As evidenced in Fig. 5, where we juxtapose a few paradigmatic examples, the scenery is more intriguing than we had expected: we found that the region of LCP-correlations between 0.8 and 0.4 represents a threshold (a sort of intermediate region) that distinguishes networks that are characterised by LCP from those that are not. We want to acknowledge that also Lancichinetti et al.36 went close to the formalisation of the LCP paradigm; and the observation of the dichotomy between LCP and non-LCP networks. In fact, they provided a systematic empirical analysis of the statistical properties of communities in diverse types of large complex networks36 and evidenced that the mesoscopic organisation of networks of the same category is extraordinarily similar, concluding that: although the community size distributions are always wide, certain categories of networks consist mainly of tree-like communities, while others have denser modules.

Figure 5
figure 5

LCP in real networks.

Examples of LCP networks (left panel) and non-LCP networks (right panel). The LCP networks we found range from LCP-corr 0.84 (C. elegans rostral ganglia neuro-synaptic connectome) to 0.99 (American/Canadian flight map). The networks in the center (Power Grid and Grassland species food web) are borderline cases. The adjacency matrices of all the networks for which we computed LCP-corr are provided at the link in SI, section IX. For licence information on the individual elements of this figure please see SI, section X.

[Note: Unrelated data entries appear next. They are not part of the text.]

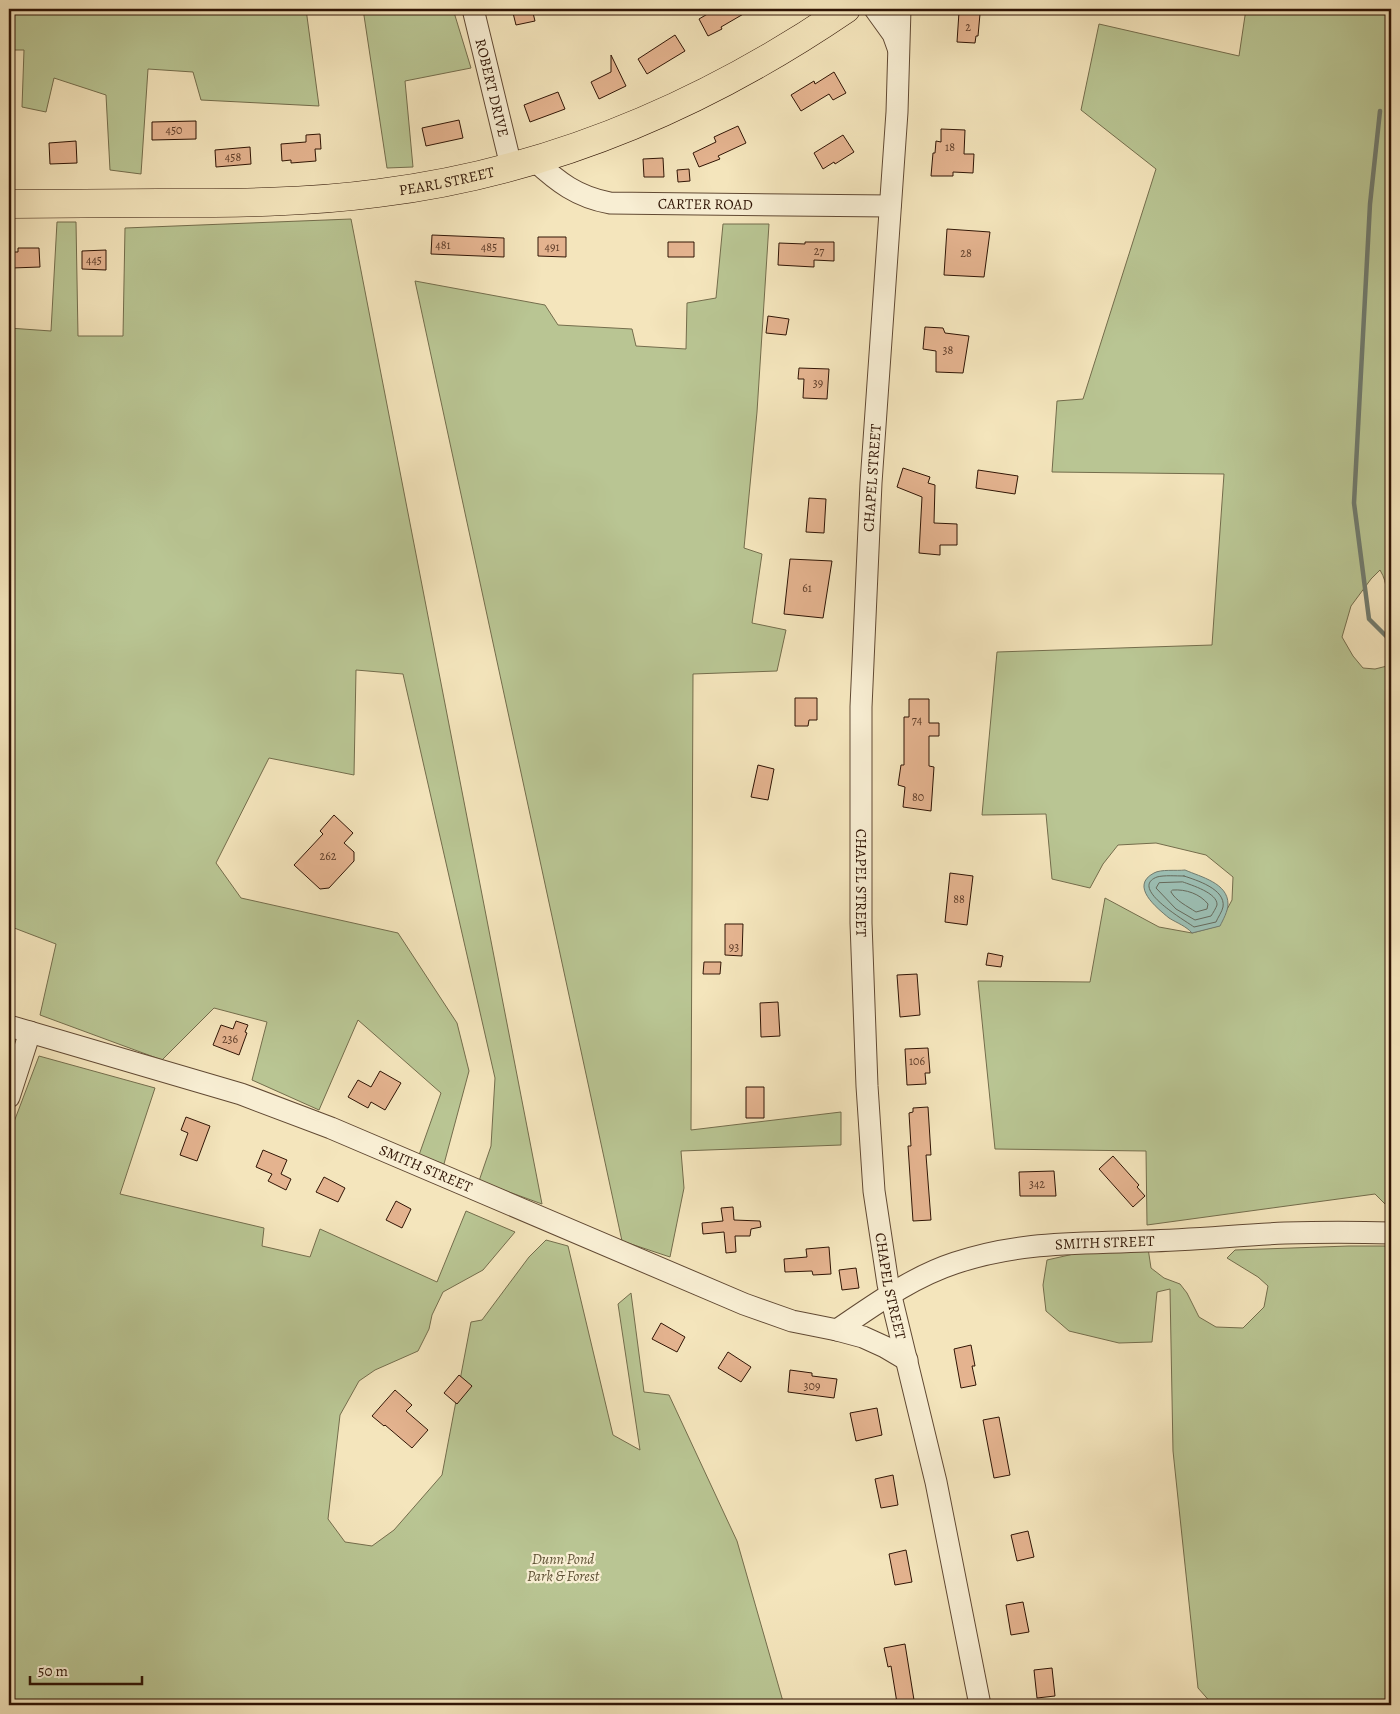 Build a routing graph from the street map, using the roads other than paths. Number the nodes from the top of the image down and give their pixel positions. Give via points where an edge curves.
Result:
1 (473, 9) edge
2 (846, 9) edge
3 (875, 9) edge
4 (900, 9) edge
5 (899, 51) junction
6 (522, 163) junction
7 (9, 204) edge
8 (890, 206) junction
9 (9, 1026) edge
10 (30, 1032) junction
11 (9, 1097) edge
12 (1391, 1233) edge
13 (891, 1294) junction
14 (837, 1330) junction
15 (907, 1360) junction
16 (980, 1705) edge

1 - 6 street, ROBERT DRIVE
2 - 6 main road, PEARL STREET via 777,54 682,104 624,130
3 - 5 street, CHAPEL STREET via 893,34
4 - 5 street, CHAPEL STREET
5 - 8 street, CHAPEL STREET via 898,112
6 - 7 main road, PEARL STREET via 418,188 304,201
6 - 8 street, CARTER ROAD via 592,200 610,203
8 - 13 street, CHAPEL STREET via 865,602 860,823 862,969 870,1138 876,1206
9 - 10 street, SMITH STREET
10 - 11 street
10 - 14 street, SMITH STREET via 241,1094 331,1128 744,1304 792,1321
12 - 13 street, SMITH STREET via 1285,1233 1027,1246 954,1263
13 - 14 street, SMITH STREET
13 - 15 street, CHAPEL STREET
14 - 15 street, SMITH STREET via 874,1342
15 - 16 street, CHAPEL STREET via 940,1499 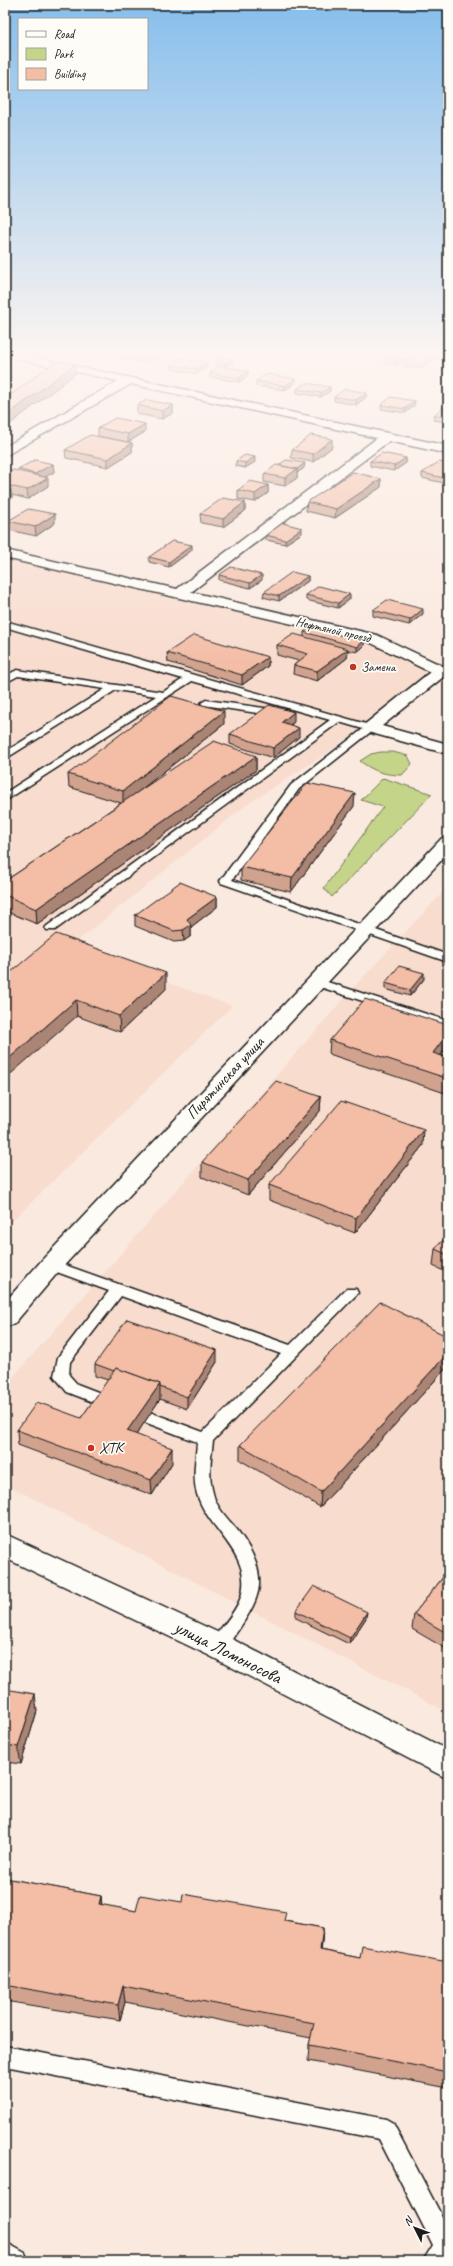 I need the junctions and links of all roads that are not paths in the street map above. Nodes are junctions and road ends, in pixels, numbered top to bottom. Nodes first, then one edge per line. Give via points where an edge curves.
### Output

If we investigate the networks at the extremity of the intermediate region, we find that the power grid network is a borderline case, one that can be considered neither as LCP nor as non-LCP and this finding has strong significance. It has been proved that power grid networks, which are human-designed and propagate electricity rather than information, are neither scale-free nor clustered37, that they have homogenous topology and that they are easy to control38. The other interesting borderline case is the Grassland species food web that with LCP-correlation of 0.42 is closer to non-LCP networks and this can motivate its paradoxical behaviour detected in Fig. 2c (after 10% of random link removal, LCP-corr = 0.41) and discussed above.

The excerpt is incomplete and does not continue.